The man, 46, has been unemployed for more than two years.

“My life was completely destroyed…Not only I cannot support my family, I am about to lose the apartment I bought after so many years of hard work because I can no longer pay my housing loan to the bank,” he said. “It is a catastrophe…the situation will turn really bad: People will steal or kill to eat.”

Despite the “dreadful situation,” Hani Bohsali, the owner of Bohsali Foods and president of the Syndicate of Importers of Foodstuffs in Lebanon, said the country is not at risk of starvation, at least for the time being.

“Anything is possible, but we haven’t reached that point…it is not to be compared with Venezuela,” Bohsali told UPI, explaining that the country is surviving on its remaining food reserves. “But what will happen in 2021 when no more reserves or money [are] left?”

Venezuela has been in crisis for years, suffering from growing political discontent and a collapsed economy that resulted in skyrocketing hyperinflation, soaring unemployment, widespread poverty and hunger, medicine shortages, power cuts and rising crime rates. Nearly 5 million people have fled the country to seek refuge in neighboring countries.

The humanitarian assistance that poured into Lebanon from numerous countries and international organizations after the Beirut port explosion, which killed more than 190 people and made 300,000 homeless, helped meet immediate needs, but the country cannot survive without sustainable solutions.

Only a big infusion of U.S. dollars — mainly as part of a program with the International Monetary Fund — can contribute to adjusting the financial situation, reactivating a stagnant local economy and making fresh U.S. dollars available in the market. However, the IMF and other donor countries won’t pay unless the Lebanese authorities adopt requested reforms.

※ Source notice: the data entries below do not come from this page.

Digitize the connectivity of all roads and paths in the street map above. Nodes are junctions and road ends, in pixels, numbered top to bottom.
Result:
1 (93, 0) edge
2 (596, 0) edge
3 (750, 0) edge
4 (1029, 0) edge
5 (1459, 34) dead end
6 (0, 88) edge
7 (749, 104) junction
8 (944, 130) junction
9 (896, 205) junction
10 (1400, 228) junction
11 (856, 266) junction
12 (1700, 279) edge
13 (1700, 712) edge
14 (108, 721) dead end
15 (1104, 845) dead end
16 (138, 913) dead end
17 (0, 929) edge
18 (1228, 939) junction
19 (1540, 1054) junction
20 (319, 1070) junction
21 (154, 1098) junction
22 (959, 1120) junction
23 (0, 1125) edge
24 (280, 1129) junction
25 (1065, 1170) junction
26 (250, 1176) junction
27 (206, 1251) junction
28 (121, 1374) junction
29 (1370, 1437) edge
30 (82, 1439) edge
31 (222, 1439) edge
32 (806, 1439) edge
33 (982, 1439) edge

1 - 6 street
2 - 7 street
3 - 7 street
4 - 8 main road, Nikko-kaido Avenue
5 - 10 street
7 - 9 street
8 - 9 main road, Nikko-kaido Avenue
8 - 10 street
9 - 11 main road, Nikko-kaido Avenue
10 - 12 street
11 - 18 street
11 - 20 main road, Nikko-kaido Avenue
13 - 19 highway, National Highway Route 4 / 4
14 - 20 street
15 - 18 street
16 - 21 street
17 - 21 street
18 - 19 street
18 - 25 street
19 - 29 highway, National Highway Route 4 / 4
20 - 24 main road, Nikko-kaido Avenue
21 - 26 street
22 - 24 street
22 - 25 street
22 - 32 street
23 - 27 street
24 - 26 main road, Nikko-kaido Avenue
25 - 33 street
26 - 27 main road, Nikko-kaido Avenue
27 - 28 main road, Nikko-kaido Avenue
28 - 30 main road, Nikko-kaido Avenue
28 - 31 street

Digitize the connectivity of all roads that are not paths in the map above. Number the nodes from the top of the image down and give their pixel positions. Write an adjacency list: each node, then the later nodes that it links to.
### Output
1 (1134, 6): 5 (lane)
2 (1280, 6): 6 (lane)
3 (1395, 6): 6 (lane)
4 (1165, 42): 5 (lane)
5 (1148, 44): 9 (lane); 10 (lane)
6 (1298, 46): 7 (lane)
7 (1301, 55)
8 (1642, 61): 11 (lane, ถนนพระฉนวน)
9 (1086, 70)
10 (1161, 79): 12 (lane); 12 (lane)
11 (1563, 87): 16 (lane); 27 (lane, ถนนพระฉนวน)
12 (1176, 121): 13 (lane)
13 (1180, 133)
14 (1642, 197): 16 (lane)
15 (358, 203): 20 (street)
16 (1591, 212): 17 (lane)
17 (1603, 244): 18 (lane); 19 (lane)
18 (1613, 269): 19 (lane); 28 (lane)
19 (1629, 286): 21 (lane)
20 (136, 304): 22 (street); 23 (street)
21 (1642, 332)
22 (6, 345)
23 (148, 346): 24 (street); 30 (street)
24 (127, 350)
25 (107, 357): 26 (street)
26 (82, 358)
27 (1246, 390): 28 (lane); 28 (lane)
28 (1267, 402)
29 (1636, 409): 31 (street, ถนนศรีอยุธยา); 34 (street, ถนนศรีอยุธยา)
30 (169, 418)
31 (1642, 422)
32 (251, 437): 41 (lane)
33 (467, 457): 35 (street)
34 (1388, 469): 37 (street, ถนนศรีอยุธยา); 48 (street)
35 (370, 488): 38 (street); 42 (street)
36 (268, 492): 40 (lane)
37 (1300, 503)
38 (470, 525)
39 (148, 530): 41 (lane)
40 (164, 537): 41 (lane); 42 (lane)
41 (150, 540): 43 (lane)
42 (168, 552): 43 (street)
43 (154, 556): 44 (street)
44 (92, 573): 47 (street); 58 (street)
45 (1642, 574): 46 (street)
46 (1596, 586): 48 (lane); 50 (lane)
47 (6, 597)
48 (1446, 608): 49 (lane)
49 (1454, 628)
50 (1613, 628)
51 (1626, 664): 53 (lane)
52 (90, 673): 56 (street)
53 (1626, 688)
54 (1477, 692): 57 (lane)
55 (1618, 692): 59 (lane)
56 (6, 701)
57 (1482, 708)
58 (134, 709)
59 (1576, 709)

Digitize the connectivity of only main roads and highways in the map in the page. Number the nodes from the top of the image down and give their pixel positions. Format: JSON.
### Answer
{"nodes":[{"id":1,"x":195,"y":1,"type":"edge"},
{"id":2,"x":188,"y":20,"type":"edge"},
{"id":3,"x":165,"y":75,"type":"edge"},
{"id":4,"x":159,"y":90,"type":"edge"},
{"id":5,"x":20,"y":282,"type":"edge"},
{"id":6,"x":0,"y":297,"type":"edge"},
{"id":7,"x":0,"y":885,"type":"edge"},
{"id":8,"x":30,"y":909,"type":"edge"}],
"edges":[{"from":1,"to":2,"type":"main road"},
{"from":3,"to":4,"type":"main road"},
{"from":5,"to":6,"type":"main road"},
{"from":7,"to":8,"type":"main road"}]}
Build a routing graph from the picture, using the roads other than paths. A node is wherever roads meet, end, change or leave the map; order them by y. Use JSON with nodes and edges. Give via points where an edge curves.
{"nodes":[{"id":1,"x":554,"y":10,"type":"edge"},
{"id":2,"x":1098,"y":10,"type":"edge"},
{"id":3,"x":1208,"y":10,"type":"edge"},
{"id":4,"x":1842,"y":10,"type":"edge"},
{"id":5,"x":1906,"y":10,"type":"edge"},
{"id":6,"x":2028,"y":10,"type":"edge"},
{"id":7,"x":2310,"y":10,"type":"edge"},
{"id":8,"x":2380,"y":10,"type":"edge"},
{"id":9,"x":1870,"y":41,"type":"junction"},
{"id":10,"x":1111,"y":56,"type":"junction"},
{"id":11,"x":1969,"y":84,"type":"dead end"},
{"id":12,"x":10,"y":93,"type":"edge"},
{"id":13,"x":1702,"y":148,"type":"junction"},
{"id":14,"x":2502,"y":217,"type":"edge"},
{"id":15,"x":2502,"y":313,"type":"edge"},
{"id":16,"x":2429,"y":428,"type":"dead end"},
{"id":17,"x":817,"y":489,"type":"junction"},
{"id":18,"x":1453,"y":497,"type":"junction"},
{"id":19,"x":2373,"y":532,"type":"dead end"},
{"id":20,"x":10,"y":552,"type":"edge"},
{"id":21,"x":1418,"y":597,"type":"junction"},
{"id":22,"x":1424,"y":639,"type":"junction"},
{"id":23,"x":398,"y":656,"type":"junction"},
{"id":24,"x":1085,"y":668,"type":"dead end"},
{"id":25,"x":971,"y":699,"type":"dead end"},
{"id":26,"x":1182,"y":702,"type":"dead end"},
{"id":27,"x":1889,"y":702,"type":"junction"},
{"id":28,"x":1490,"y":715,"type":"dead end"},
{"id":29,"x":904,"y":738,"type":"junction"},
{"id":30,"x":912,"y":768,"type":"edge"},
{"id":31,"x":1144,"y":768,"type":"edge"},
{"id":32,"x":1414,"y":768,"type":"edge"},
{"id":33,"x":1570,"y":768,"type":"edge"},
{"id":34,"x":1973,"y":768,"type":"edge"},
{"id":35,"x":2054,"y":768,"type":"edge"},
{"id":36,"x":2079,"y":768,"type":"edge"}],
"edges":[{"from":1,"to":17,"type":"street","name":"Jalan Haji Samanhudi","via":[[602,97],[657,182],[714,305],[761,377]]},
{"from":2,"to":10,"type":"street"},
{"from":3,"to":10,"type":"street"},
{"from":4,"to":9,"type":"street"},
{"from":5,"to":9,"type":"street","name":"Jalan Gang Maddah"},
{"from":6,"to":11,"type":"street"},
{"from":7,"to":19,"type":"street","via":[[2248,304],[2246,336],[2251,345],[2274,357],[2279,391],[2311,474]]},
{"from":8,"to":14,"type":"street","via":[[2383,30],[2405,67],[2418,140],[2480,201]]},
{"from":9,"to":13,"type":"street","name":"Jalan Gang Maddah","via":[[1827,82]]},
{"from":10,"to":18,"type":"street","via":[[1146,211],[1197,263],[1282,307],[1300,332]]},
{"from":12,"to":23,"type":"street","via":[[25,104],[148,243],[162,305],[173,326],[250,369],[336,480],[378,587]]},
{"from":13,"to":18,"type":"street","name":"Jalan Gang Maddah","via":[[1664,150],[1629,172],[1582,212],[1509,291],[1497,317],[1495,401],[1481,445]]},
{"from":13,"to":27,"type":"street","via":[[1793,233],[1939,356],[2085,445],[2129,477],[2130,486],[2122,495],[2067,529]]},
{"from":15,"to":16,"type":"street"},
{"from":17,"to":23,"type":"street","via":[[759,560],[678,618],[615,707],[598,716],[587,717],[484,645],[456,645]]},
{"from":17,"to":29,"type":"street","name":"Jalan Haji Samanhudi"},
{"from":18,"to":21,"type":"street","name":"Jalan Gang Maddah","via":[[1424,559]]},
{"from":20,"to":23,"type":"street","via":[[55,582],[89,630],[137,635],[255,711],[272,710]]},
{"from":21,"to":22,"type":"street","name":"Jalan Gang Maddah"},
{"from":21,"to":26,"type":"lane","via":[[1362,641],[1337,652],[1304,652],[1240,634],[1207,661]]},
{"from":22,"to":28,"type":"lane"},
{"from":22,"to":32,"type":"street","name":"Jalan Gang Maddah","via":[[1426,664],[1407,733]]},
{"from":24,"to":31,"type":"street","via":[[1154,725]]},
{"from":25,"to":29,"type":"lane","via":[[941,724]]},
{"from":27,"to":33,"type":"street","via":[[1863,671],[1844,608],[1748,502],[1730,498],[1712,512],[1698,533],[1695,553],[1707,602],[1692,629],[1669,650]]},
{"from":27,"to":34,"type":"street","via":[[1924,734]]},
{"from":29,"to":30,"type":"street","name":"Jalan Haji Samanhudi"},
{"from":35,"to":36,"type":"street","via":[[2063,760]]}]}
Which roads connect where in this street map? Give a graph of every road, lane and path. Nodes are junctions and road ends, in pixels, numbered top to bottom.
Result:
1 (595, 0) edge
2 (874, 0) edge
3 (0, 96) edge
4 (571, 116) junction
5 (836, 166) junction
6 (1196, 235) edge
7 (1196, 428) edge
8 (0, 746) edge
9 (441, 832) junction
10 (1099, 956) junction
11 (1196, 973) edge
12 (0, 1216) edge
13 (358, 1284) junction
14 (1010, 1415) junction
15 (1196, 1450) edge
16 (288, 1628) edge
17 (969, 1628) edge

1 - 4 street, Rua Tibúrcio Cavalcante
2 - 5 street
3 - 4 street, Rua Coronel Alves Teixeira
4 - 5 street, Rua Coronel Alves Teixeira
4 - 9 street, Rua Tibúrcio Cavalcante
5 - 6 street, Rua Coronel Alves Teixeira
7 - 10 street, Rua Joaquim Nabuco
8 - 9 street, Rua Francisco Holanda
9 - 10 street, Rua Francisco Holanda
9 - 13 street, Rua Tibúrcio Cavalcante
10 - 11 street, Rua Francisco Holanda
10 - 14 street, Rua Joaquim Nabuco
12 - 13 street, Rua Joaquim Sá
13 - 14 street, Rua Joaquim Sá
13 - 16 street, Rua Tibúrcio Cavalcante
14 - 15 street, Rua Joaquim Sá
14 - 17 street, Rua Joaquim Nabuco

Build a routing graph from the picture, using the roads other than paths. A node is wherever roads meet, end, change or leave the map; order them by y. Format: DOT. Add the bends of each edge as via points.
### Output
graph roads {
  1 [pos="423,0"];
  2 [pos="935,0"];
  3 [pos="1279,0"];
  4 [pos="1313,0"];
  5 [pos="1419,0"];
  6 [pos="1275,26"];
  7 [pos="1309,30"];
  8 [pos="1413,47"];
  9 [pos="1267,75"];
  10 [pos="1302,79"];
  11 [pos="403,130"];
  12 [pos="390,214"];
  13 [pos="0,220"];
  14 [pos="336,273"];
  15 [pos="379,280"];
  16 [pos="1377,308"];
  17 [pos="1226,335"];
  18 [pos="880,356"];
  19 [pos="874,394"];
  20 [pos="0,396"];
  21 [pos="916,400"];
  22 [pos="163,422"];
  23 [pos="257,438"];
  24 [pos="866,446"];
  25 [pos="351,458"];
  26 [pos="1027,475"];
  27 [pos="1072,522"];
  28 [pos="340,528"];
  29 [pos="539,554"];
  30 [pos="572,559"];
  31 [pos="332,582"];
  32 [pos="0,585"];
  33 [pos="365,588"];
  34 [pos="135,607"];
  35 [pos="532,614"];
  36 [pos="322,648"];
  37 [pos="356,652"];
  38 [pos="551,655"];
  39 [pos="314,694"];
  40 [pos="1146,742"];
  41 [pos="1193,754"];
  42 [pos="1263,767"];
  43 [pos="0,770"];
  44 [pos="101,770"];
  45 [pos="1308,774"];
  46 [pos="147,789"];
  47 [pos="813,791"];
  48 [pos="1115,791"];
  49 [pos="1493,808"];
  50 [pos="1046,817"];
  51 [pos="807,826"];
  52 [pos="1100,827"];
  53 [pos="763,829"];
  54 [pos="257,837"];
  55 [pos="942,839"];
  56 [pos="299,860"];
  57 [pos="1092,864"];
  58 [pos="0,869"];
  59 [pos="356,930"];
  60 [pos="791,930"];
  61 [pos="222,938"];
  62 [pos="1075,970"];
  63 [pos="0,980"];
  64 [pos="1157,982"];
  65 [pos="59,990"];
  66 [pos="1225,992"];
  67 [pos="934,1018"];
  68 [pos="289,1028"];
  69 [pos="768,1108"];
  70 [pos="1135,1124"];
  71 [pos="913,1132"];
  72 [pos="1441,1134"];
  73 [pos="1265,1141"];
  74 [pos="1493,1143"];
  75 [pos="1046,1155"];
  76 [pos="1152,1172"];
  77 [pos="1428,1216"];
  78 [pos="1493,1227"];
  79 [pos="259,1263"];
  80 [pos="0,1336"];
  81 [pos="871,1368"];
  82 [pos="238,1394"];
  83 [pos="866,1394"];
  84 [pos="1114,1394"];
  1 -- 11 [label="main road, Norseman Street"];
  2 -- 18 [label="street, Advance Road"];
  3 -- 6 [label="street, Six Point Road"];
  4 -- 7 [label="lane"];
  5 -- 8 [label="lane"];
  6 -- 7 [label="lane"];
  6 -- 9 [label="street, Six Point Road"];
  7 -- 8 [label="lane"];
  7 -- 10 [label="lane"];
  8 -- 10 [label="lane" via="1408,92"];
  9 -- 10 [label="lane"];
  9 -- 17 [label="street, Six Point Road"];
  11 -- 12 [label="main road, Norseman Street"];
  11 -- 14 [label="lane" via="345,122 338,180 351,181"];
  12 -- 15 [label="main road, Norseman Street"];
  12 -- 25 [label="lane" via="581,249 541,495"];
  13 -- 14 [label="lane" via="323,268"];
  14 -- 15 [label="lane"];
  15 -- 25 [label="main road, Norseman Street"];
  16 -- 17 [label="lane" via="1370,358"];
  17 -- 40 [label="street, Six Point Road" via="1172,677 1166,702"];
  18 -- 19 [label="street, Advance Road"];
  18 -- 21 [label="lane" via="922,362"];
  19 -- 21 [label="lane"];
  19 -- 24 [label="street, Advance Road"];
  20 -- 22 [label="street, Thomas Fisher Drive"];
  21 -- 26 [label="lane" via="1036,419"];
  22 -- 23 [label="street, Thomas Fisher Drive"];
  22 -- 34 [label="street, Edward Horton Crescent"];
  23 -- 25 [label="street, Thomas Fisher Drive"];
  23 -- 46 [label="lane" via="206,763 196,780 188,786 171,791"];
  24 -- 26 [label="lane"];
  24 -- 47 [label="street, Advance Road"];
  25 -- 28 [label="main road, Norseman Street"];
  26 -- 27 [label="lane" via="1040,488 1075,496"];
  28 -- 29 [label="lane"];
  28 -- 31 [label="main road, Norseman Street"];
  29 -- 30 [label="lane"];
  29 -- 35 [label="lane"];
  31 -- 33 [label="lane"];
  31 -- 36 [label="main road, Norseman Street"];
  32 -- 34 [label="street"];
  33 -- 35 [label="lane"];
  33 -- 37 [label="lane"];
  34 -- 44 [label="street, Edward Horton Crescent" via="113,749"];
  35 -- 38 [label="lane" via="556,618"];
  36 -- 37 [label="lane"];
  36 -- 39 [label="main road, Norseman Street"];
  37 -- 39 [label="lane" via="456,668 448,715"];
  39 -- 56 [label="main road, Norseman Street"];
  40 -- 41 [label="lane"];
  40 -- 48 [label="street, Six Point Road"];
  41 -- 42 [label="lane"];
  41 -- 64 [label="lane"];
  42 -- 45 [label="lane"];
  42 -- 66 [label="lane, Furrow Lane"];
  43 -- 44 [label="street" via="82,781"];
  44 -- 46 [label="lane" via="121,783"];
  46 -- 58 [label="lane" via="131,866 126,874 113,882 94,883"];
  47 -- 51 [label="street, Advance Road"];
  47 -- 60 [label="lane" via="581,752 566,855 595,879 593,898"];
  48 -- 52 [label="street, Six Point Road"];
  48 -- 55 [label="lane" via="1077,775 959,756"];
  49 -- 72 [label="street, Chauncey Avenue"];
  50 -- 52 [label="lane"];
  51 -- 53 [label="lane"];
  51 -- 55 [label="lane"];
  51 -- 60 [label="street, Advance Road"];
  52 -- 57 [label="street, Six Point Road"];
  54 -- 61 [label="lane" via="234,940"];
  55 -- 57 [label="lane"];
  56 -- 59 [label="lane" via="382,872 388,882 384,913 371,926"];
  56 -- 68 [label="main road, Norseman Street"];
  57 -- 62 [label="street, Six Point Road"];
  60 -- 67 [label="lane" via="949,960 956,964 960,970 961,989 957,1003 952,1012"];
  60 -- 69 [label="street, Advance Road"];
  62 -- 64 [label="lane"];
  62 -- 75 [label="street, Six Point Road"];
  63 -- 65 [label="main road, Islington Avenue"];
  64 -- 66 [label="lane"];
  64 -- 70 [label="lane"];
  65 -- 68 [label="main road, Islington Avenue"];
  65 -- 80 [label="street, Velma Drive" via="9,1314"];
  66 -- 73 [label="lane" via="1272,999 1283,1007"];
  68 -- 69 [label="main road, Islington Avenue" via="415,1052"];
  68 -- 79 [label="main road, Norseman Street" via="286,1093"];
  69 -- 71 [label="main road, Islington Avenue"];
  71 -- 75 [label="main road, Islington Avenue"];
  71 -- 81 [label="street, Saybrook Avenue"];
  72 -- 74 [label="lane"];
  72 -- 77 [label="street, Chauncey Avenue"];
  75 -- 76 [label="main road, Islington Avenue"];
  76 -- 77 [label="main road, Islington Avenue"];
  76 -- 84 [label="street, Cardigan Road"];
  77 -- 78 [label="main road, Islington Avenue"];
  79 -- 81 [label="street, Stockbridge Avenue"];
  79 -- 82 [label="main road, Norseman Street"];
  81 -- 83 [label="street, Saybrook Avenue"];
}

Lebanon’s political leaders thus have to end their endless disputes and agree on forming a new government to spare the country another cycle of violence.

“Lifting subsidies mean that the price of bread will triple, 20 liters of gasoline will jump from LL 25,000 to more than LL 75,000 and the salary of an army soldier will drop to $20-$30 a month…and so we will enter an ugly cycle,” said Joseph Bahout, the newly appointed director of the Issam Fares Institute for Public Policy and International Affairs at the American University of Beirut. “The most important is that violence does not exceed a certain level.”

With a heavily armed Hezbollah and other groups recently displaying their weapons, the risk of slipping into a civil war is a frightening possibility, former Prime Minister Saad Hariri said Thursday.

“We are all waiting for the U.S. presidential elections, for Washington and Tehran to resume their negotiations and for a big change in the region,” Bahout told UPI. “But the situation may not change: Iran might not accept to negotiate and so Washington will increase its sanctions. We don’t know what will happen first: Lebanon’s collapse or the regional developments.”